OBJECTIVE: The concept of "rational polypharmacy" has been associated with anticonvulsant management for decades, but the term has not been applied to nonpharmacologic therapies. METHODS: We conducted a multicenter, retrospective study of children who received concurrent diet (ketogenic or modified Atkins) and vagus nerve stimulation (VNS) treatment for medically intractable epilepsy. RESULTS: Thirty children in total from six epilepsy centers were treated over a 6-yr period. The median age at the initiation of combination therapy was 10 yr (range, 4-24 yr). Sixteen (53%) received dietary therapy followed by VNS; no differences were noted between centers. After 3 months, 21 (70%) had seizure reduced by >50% over the previous single nonpharmacologic treatment, of whom 13 (62%) had improvement within the first month. A 5-min VNS off-time correlated with >90% seizure reduction (p = 0.02). The median duration of nonpharmacologic polytherapy was 12 months (range, 0.5-96 months); 17 (57%) remain on dual therapy at this time. No side effects were noted. Most patients who discontinued combination therapy did so because of a lack of efficacy rather than restrictiveness. CONCLUSIONS: In this small group, the combined use of diet and VNS appeared synergistic and yielded rapid benefits. It may be more effective with longer VNS off-times. Further prospective studies of this combination in refractory pediatric epilepsy are needed to help guide optimal use.

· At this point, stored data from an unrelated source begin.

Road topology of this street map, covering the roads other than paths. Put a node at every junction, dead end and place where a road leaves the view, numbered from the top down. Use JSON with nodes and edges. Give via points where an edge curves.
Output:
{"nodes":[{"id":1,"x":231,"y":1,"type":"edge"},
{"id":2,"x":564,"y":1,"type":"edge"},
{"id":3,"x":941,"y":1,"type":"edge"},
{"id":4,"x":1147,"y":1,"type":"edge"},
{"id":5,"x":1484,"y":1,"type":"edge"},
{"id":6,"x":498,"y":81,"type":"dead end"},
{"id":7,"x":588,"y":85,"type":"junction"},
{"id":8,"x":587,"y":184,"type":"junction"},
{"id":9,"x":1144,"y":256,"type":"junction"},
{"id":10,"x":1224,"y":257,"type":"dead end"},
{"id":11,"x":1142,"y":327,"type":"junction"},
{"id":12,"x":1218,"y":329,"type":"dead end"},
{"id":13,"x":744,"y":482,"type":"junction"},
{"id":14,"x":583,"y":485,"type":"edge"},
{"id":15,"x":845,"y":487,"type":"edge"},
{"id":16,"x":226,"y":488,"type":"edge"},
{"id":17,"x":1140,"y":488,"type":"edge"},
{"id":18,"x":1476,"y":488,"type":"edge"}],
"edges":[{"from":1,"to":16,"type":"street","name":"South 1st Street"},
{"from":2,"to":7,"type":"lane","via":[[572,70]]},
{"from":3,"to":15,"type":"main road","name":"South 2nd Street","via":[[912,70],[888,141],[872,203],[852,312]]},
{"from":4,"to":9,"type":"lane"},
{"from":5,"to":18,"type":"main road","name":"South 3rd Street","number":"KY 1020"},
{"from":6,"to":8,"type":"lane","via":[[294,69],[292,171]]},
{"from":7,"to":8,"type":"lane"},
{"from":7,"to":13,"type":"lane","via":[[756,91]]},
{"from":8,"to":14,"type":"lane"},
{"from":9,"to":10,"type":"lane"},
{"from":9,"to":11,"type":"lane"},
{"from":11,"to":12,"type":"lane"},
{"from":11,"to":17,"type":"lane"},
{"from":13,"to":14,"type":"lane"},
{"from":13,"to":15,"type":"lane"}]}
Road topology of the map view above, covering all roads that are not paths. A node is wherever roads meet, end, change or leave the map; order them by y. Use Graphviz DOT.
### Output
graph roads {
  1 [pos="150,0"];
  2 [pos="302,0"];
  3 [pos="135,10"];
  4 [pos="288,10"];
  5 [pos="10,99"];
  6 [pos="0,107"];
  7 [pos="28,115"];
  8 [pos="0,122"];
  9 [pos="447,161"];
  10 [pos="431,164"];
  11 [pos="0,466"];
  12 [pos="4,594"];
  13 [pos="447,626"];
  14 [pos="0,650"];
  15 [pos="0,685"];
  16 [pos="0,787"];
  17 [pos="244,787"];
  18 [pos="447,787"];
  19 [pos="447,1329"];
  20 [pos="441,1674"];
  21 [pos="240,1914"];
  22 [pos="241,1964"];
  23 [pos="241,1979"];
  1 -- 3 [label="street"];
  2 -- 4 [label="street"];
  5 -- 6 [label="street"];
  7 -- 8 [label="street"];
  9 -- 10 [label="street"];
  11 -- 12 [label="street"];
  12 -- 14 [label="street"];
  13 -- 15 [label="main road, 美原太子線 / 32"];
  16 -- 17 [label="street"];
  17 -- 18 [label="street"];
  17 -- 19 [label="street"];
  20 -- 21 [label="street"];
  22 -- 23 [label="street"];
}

The ketogenic diet in children with epilepsy.

Children with epilepsy, especially those facing intractable seizures, experience a great impact on the quality of their lives. Effective treatment is essential, and although new anti-epileptic drugs have shown an improved profile of action, still a substantial number of children look for more efficacious ways of treatment that are far away from potential toxicity and ineffectiveness. The ketogenic diet is a dietary therapy for epileptic children based on manipulation of metabolism principles and brain energetics. This regimen aims to produce a controlled ketonaemia through excessive dietary fat intake, little carbohydrates and adequate (for growth) protein. The present paper is a review of previous and current papers regarding the proposed mechanisms of the ketogenic diet's action, and the efficacy of the regimen on epileptic children. Unfortunately, a few small studies in sample size and duration tried to evaluate the potential risks of this regimen and their results were rather inconclusive. Further research needs to be done in order for the exact mechanism of the ketogenic diet to be clarified which will help to improve the diet's application, especially for vulnerable epileptic children as far as their growth is concerned.